Senhor, abre-nos a porta. Se estamos confinados às portas da morte e do inferno, arromba-as. Nossos antepassados diziam que o “Senhor arrombou portas de bronze e despedaçou ferrolhos de ferro” (Sl 106,16). Nós acreditamos neles, porque experimentaram a verdadeira liberdade ante o absurdo. Acreditamos neles porque encontramos neles a alegria de quem superou aquela solidão essencial. Acreditamos neles porque a eles não faltou no olhar, nos gestos, nas palavras, nos pensamentos aquele brilho que não cessava de transmitir um algo mais humano, onde podíamos vislumbrar algo de perene e eterno.



Senhor, abre-nos a porta. Dissestes que se não cessássemos de bater, de insistir, a porta seria aberta. “Pois quem pede, recebe; quem procura, encontra; e a quem bate, a porta lhe será aberta”. De fato, se os homens, em sua maldade, em sua parcialidade, são capazes de dar coisas boas a seus filhos, quanto mais o “Pai do céu não dará o Espírito Santo aquele que lho suplica”. Abre-nos a porta. Sopra sobre nós o teu Espírito.

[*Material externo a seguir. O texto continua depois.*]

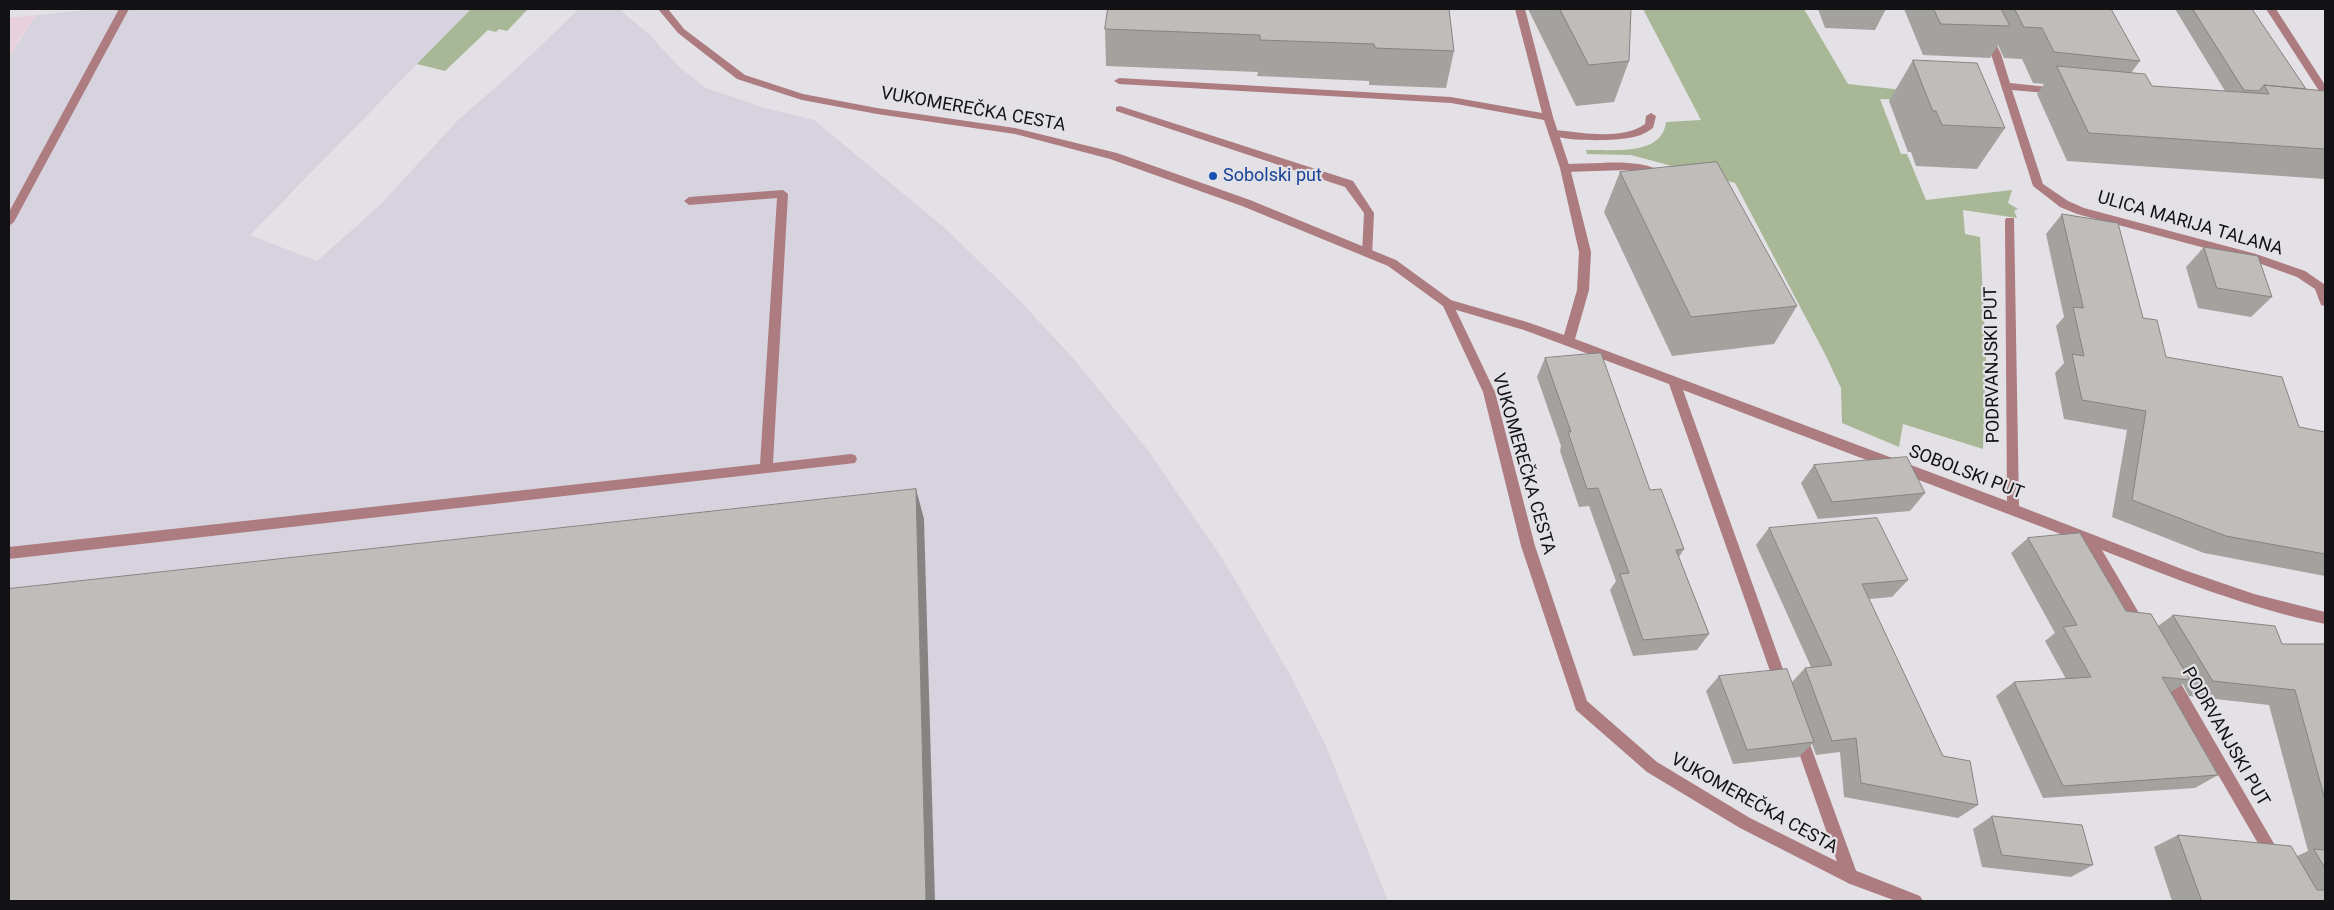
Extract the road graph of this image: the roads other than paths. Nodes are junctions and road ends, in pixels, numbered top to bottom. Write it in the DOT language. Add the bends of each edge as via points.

Senhor, abre-nos a porta. Não digas, suplicamos, que não nos conheces. Abre-nos a porta, porque nos sondas e conheces, sabes quando deitamos e levantamos, sondas os nossos pensamentos. Abre-nos a porta, porque no nosso abandono, tudo é frio, sem sentido, morto. Se as portas se fecham, não temos mais razões para viver e levar adiante o dom que tu mesmo nos deste.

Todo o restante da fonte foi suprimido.